By  Fr. Raymond J. De Souza, Catholic Register Special
  • November 27, 2009
{mosimage}The Little World of Fr. Raby, 1980-2007 by Msgr. Tom Raby (Catholic Register Books, 190 pages, $14.99.)

On the matter of Msgr. Thomas J. Raby, I cannot be impartial. At the age of 91, and 64 years ordained, he is the proudest boast of the Kingston presbyterate — the faithful priest who even now, in his infirmity, lives his priesthood as best he can.

For several years I used to proudly introduce myself as the “other priest from Kingston with a newspaper column” in deference to Msgr. Raby’s longstanding presence in these pages. Sadly, after his retirement in 2007, I can no longer say that in honour of the dean of priest-columnists in Canada.

So even if The Little World of Fr. Raby 1980-2007, recently published by The Catholic Register, were a complete waste of time, I would not tell you. Happily for me and the eighth commandment, this latest collection of Msgr. Raby’s columns is quite the contrary — a delight and a treasure. Indeed, the book is best read when you have some time at hand, as a typical Raby column is a story well told by a master storyteller. The reader feels he ought to be sitting by the fire, cup of hot chocolate in hand.

In the news business, there is nothing older than yesterday’s news. So collections of newspaper columns, written with an eye to timely events, are a challenging editorial venture. In the case of The Little World, editor Mickey Conlon had three things working in his favour.

First, he had more than 25 years worth of columns from which to select, meaning he only had to find a few gems per year. And Msgr. Raby produced gems far more often than that. To be sure, not all the columns dealt with newsworthy events, such as making omelettes out of frozen eggs or dealing with the creative mendicants who appeared at the rectory door.

Second, in his tales about life with his friends, Bishop Bob Clune and Fr. Norb Gignac, his faithful housekeeper Carmel, his parishioners and fellow priests, Msgr. Raby was never concerned with what was happening as much as who was doing it. The Little World column was filled with colourful characters, illustrating a practical application of the Christian principle that people are more important than things and being is more important than doing. The Little World evokes a time when there was more time for people, for dropping in on neighbours and taking a walk to visit the sick.

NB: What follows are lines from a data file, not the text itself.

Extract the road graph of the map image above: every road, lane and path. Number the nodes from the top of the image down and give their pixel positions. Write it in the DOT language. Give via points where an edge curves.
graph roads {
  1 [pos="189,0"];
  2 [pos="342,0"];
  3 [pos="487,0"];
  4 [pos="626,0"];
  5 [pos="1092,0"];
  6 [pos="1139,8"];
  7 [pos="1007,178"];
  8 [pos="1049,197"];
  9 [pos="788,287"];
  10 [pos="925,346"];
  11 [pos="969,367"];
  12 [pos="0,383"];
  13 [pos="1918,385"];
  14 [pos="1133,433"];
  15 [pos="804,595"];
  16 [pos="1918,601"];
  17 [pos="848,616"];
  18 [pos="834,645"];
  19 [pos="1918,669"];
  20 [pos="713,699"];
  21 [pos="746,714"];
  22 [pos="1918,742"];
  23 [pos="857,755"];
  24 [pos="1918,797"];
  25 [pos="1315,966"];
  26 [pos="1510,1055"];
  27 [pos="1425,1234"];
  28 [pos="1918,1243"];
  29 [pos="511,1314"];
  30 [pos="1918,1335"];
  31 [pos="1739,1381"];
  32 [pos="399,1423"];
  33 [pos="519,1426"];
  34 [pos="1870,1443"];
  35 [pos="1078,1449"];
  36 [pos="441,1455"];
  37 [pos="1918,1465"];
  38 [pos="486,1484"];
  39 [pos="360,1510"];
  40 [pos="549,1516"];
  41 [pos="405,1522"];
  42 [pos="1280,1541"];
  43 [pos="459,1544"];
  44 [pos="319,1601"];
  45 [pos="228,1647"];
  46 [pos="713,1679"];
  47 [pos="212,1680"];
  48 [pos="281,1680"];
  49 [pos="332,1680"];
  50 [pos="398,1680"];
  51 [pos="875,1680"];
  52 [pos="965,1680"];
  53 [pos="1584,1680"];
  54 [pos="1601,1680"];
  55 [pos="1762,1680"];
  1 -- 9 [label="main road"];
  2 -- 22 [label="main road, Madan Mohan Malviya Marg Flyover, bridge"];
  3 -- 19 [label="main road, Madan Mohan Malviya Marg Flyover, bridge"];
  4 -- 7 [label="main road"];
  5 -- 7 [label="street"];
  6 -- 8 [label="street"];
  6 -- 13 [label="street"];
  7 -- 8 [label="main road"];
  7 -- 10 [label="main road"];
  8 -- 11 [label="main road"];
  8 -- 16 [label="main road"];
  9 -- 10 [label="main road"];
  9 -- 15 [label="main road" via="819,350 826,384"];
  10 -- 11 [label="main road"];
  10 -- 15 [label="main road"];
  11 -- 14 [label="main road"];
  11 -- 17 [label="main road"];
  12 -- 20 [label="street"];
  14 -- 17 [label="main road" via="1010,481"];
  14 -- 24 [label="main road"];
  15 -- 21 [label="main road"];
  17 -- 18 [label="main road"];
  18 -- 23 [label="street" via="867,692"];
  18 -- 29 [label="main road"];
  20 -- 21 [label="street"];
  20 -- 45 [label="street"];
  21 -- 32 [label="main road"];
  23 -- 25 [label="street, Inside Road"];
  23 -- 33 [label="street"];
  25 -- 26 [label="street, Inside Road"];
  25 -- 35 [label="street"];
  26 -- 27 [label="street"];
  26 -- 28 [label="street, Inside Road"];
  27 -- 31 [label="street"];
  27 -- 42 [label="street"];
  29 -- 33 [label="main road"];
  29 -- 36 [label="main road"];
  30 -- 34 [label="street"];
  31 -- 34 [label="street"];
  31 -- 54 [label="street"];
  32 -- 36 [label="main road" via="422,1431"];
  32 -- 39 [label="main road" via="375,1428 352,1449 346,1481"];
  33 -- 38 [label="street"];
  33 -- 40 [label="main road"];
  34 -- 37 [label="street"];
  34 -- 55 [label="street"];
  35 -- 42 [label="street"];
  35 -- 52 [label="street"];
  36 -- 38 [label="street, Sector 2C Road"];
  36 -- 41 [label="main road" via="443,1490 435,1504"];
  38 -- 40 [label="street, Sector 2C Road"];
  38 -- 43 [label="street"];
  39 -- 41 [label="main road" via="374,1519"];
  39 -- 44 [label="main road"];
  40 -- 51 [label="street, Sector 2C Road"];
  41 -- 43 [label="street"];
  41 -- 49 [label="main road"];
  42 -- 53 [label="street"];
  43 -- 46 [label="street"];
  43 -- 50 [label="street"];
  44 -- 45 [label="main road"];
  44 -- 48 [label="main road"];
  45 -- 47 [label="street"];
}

Indeed, many young priests today would hardly recognize the priestly world sketched by Msgr. Raby, full of weekly get-togethers, common meals, golf outings, annual holidays and summer at the cottage with his fellow priests. Upon my own ordination, Msgr. Raby wrote me a simple card: “Welcome to the greatest fraternity in the world!”

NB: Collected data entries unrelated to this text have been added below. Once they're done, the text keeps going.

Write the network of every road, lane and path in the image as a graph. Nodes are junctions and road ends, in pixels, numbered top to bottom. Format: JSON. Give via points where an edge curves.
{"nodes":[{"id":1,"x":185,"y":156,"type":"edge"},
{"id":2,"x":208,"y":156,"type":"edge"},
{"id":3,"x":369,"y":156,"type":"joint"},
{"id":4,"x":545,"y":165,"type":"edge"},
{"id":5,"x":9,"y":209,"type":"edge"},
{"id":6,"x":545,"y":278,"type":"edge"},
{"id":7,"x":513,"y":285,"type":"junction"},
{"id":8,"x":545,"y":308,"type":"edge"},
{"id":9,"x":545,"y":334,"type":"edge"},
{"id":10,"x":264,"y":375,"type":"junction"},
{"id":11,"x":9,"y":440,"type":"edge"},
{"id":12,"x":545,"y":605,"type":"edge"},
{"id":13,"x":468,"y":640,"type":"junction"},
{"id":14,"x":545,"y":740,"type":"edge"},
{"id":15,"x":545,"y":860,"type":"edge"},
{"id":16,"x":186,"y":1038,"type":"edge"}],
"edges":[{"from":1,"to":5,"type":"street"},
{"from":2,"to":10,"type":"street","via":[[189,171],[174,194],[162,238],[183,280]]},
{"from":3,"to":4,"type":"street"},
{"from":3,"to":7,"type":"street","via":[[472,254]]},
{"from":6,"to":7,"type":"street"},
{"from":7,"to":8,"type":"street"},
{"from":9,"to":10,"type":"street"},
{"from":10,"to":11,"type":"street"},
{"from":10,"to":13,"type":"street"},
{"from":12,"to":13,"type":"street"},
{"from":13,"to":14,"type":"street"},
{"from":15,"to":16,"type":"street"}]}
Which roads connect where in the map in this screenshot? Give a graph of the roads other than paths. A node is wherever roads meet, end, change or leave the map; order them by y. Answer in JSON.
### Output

It used to be that way. In today’s frazzled and frenetic priesthood, some of Msgr. Raby’s wisdom about the priestly life is welcome. My first pastor, himself ordained in the 1950s, used to wistfully remark, “The priesthood used to be fun.” The Little World explains why that was the case.

Third, Msgr. Raby’s columns hold up because they are animated by a deeply Catholic outlook. With a real sacramental intuition about the ordinary things of daily life, Msgr. Raby was always able to see Providence at work. The life of virtue, the spirit of sacrifice, the possibility of conversion, the nobility of suffering, the hidden traces of grace — all this animated The Little World, which is why it was never cramped in there, but spacious enough for all of God’s wonders. The real protagonist of The Little World was the one who chose to be born in the little town — not Gananoque, Msgr. Raby’s home, but Bethlehem.

It would be a mistake, though, to think of Msgr. Raby’s writings as only the musings of a kindly grandfather, an old man with a big smile and no teeth. This collection also includes Msgr. Raby in battle dress, denouncing Jean Chretien for arrogance in regard to his attacks on Catholic education and many others for their hostility to life, innocent and precious, in the womb.

Most readers will have a favourite column. Mine is the one about the Leung family at Good Thief parish in Kingston. The parents, Hok-Lin and Laura, had their four boys at Mass every Sunday, and when sports conflicted, the coaches were told that Mass came first. The son featured in the column, Fok-Shuen, grew up into fine young Catholic man, gifted in both academics and music. Music he composed was sung at my ordination Mass and at my first Mass. Together with Msgr. Raby, I was at his wedding a few years ago. It is, truly, a little world.

(De Souza, a priest of the Kingston archdiocese, writes a column for the National Post.)